Azure / durabletask

Durable Task Framework allows users to write long running persistent workflows in C# using the async/await capabilities.
Apache License 2.0
1.52k stars 295 forks source link

Recurrent task with expiration > 7 days fails but continually retries without any indication to the user #1006

Open papadeltasierra opened 1 year ago

papadeltasierra commented 1 year ago

We wrote a recurring orchestrator, recurring every 15 minutes, and wanted it to run for a long time. We set the expiration to 15days and this seemed to work but... We later discovered that the first iteration of the orchestrator happened but subsequent iterations did not and there was no indication of an error back to our code and no obvious logs.

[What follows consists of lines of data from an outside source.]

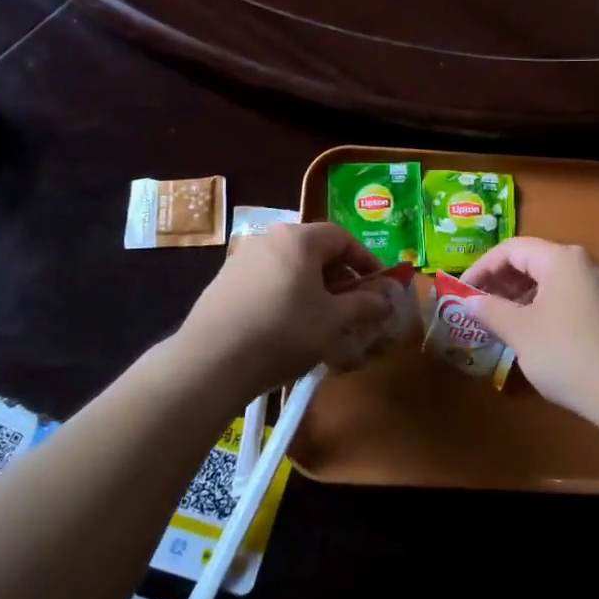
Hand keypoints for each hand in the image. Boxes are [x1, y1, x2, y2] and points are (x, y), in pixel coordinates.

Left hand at [174, 222, 389, 400]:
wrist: (212, 360)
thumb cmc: (284, 331)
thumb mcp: (333, 320)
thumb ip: (363, 305)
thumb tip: (386, 300)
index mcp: (299, 238)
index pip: (342, 238)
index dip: (365, 261)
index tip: (379, 287)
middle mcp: (269, 238)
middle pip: (314, 250)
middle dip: (338, 276)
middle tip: (353, 305)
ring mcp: (241, 259)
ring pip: (289, 267)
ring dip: (311, 288)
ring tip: (322, 319)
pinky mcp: (223, 283)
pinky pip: (266, 281)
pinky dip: (285, 296)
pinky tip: (286, 327)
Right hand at [465, 238, 598, 426]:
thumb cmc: (568, 352)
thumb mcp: (520, 331)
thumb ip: (491, 311)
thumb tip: (470, 301)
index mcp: (562, 259)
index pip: (512, 249)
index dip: (482, 267)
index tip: (463, 292)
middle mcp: (585, 265)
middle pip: (534, 262)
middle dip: (502, 283)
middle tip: (480, 308)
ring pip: (552, 283)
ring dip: (522, 299)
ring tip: (503, 325)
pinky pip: (570, 300)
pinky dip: (545, 310)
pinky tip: (536, 338)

We were eventually able to find that indicated that the DTF failing to run the orchestration and then retrying, and DTF continued to do this every 10 minutes, forever!

Having debugged this (against tagged release durabletask.azurestorage-v1.13.6) we have traced the issue to this Exception.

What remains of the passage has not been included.